There is a notable area between 400F and 500F where you will lose rockwell hardness with no real gain in impact toughness. This is what I was referring to in my earlier post when I said that it is not that bad, because with O1 it is a level area, whereas with other alloys there will be a noticeable dip in tht same range where it is actually possible to lose both hardenss and toughness. We don't see the problem much in our applications but it is known at martensite tempering embrittlement and has caused more than couple wrinkled brows among heat treaters.
 
Bladsmth, I wish you all would read my response to Fox a few times ,it's very significant.I looked at one graph, an old source, it's significantly different and there will be differences in the O-1 of each mill.Again there will be differences in the various tests for toughness, the torsion impact really shows a dip. I'm also sure there are differences in melting procedures today which again might minimize the problem of temper embrittlement. A graph of similar O-2 shows torsion impact strength of 150 ft-lbs at 400F ,70 at 500F, and 50 at 600F !!!! That's temper embrittlement .
 
What are some steels most effected and least effected by this? Are there any known alloy elements that have a noticable effect on either reducing or agrivating the embrittlement? Does carbon content play any part in it?
 
AwP said:
What are some steels most effected and least effected by this? Are there any known alloy elements that have a noticable effect on either reducing or agrivating the embrittlement? Does carbon content play any part in it?

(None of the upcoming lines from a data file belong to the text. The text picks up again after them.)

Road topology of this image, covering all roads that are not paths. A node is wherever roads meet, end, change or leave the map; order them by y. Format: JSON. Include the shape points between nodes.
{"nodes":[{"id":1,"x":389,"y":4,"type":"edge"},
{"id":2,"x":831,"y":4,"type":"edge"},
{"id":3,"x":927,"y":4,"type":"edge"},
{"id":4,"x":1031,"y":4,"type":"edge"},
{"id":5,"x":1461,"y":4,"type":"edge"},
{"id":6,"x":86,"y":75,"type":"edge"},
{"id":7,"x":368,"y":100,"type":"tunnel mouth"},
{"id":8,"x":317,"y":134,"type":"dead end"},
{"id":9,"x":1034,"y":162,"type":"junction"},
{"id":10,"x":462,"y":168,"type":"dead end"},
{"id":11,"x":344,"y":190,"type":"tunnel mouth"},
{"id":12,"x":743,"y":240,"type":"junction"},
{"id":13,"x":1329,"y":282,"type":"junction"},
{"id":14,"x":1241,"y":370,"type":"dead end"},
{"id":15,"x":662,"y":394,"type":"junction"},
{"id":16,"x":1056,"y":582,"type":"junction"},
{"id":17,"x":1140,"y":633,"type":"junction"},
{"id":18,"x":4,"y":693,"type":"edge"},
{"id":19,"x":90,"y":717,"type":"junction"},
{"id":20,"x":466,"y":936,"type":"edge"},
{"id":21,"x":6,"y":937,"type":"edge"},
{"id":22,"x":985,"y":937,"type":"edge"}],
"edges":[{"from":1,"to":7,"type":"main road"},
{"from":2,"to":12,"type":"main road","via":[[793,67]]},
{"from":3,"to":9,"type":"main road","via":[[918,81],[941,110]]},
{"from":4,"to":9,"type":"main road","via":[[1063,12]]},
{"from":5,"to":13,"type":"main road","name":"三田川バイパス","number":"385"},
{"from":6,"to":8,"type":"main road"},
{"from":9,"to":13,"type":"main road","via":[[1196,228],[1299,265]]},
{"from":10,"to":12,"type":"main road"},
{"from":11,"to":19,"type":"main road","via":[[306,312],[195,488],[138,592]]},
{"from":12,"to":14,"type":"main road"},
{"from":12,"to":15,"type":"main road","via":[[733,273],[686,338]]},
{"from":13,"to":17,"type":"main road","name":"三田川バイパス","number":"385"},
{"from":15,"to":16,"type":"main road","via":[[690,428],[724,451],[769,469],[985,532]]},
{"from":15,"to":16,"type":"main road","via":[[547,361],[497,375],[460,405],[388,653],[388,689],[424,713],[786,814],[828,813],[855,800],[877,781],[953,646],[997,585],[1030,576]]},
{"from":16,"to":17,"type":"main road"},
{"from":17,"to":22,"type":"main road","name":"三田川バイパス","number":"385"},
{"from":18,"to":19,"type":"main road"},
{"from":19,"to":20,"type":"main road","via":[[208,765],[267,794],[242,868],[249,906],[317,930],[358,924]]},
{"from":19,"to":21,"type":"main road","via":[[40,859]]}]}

Phosphorus and moly would play a role in the prevailent theories on this problem. The carbon part I cannot say, since most of the literature I have seen on it dealt with studues of medium carbon alloys. It really isn't much to worry about unlesss you are really pushing the envelope on impact performance and ways to measure it. It is one of those things that most blade makers never have a problem with until you tell them about it.;)
 
Kevin, that chart did much to clarify this entire discussion. Can you tell us the source reference? I have been looking for a series of such charts for all of the steels I use, for quite some time now, to no avail. I would love to have that book as a reference. I am always happy to add some more "egghead" books to my collection. :D

mete, thank you for your response, and your patience. I was well aware of the differences between various melts and multiple manufacturers. But, not being a metallurgist, I guess what surprised me was that there is still such a wide disparity in heat treatments among a single steel specification.

Now, having said that, I will note that I just learned such a lesson in my own shop. I had to make an adjustment in tempering after switching from Starrett to Timken-Latrobe. Using Starrett, I could not pass the brass rod test with O1 unless I tempered at about 370 F. With Timken-Latrobe, I had to raise the temper to 400 degrees to get the same result, all other variables being the same.